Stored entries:
------------------------
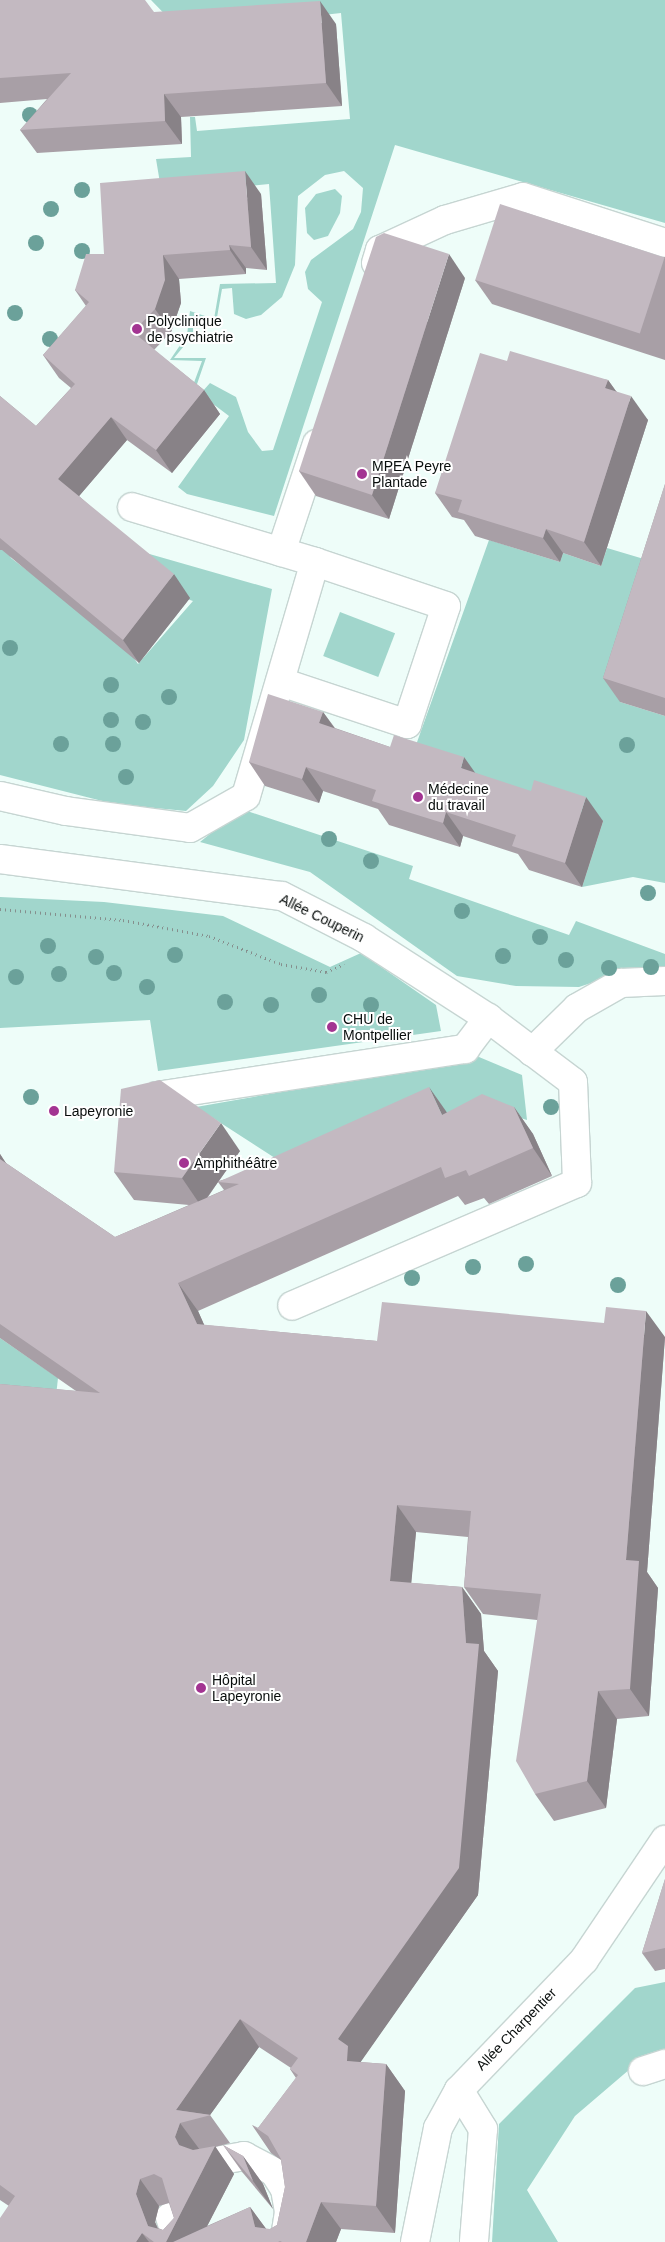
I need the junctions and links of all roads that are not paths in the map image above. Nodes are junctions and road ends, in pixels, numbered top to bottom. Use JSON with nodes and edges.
{"nodes":[{"id":1,"x":665,"y":243,"type":"edge"},
{"id":2,"x":368,"y":288,"type":"edge"},
{"id":3,"x":325,"y":420,"type":"edge"},
{"id":4,"x":132,"y":507,"type":"dead end"},
{"id":5,"x":281,"y":552,"type":"junction"},
{"id":6,"x":315,"y":562,"type":"junction"},
{"id":7,"x":281,"y":682,"type":"junction"},
{"id":8,"x":0,"y":796,"type":"edge"},
{"id":9,"x":0,"y":859,"type":"edge"},
{"id":10,"x":665,"y":981,"type":"edge"},
{"id":11,"x":488,"y":1018,"type":"junction"},
{"id":12,"x":532,"y":1052,"type":"junction"},
{"id":13,"x":157,"y":1096,"type":"edge"},
{"id":14,"x":292,"y":1306,"type":"dead end"},
{"id":15,"x":665,"y":1840,"type":"edge"},
{"id":16,"x":459,"y":2090,"type":"junction"},
{"id":17,"x":210,"y":2162,"type":"edge"},
{"id":18,"x":284,"y":2242,"type":"edge"},
{"id":19,"x":415,"y":2242,"type":"edge"},
{"id":20,"x":474,"y":2242,"type":"edge"}],
"edges":[{"from":1,"to":2,"type":"street"},
{"from":3,"to":5,"type":"street"},
{"from":4,"to":5,"type":"street"},
{"from":5,"to":6,"type":"street"},
{"from":6,"to":7,"type":"street"},
{"from":6,"to":7,"type":"street"},
{"from":7,"to":8,"type":"street"},
{"from":9,"to":11,"type":"street","name":"Allée Couperin"},
{"from":10,"to":12,"type":"street"},
{"from":11,"to":12,"type":"street","name":"Allée Couperin"},
{"from":11,"to":13,"type":"street"},
{"from":12,"to":14,"type":"street","name":"Allée Couperin"},
{"from":15,"to":16,"type":"street","name":"Allée Charpentier"},
{"from":16,"to":19,"type":"street","name":"Allée Charpentier"},
{"from":16,"to":20,"type":"street"},
{"from":17,"to":18,"type":"street"}]}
------------------------
The problem
Line by line, print the records exactly, leaving the pictures behind.

Task answer
I need the junctions and links of all roads that are not paths in the map image above. Nodes are junctions and road ends, in pixels, numbered top to bottom. Use JSON with nodes and edges.
{"nodes":[{"id":1,"x":665,"y":243,"type":"edge"},
{"id":2,"x":368,"y":288,"type":"edge"},
{"id":3,"x":325,"y":420,"type":"edge"},
{"id":4,"x":132,"y":507,"type":"dead end"},
{"id":5,"x":281,"y":552,"type":"junction"},
{"id":6,"x":315,"y":562,"type":"junction"},
{"id":7,"x":281,"y":682,"type":"junction"},
{"id":8,"x":0,"y":796,"type":"edge"},
{"id":9,"x":0,"y":859,"type":"edge"},
{"id":10,"x":665,"y":981,"type":"edge"},
{"id":11,"x":488,"y":1018,"type":"junction"},
{"id":12,"x":532,"y":1052,"type":"junction"},
{"id":13,"x":157,"y":1096,"type":"edge"},
{"id":14,"x":292,"y":1306,"type":"dead end"},
{"id":15,"x":665,"y":1840,"type":"edge"},
{"id":16,"x":459,"y":2090,"type":"junction"},
{"id":17,"x":210,"y":2162,"type":"edge"},
{"id":18,"x":284,"y":2242,"type":"edge"},
{"id":19,"x":415,"y":2242,"type":"edge"},
{"id":20,"x":474,"y":2242,"type":"edge"}],
"edges":[{"from":1,"to":2,"type":"street"},
{"from":3,"to":5,"type":"street"},
{"from":4,"to":5,"type":"street"},
{"from":5,"to":6,"type":"street"},
{"from":6,"to":7,"type":"street"},
{"from":6,"to":7,"type":"street"},
{"from":7,"to":8,"type":"street"},
{"from":9,"to":11,"type":"street","name":"Allée Couperin"},
{"from":10,"to":12,"type":"street"},
{"from":11,"to":12,"type":"street","name":"Allée Couperin"},
{"from":11,"to":13,"type":"street"},
{"from":12,"to":14,"type":"street","name":"Allée Couperin"},
{"from":15,"to":16,"type":"street","name":"Allée Charpentier"},
{"from":16,"to":19,"type":"street","name":"Allée Charpentier"},
{"from":16,"to":20,"type":"street"},
{"from":17,"to":18,"type":"street"}]}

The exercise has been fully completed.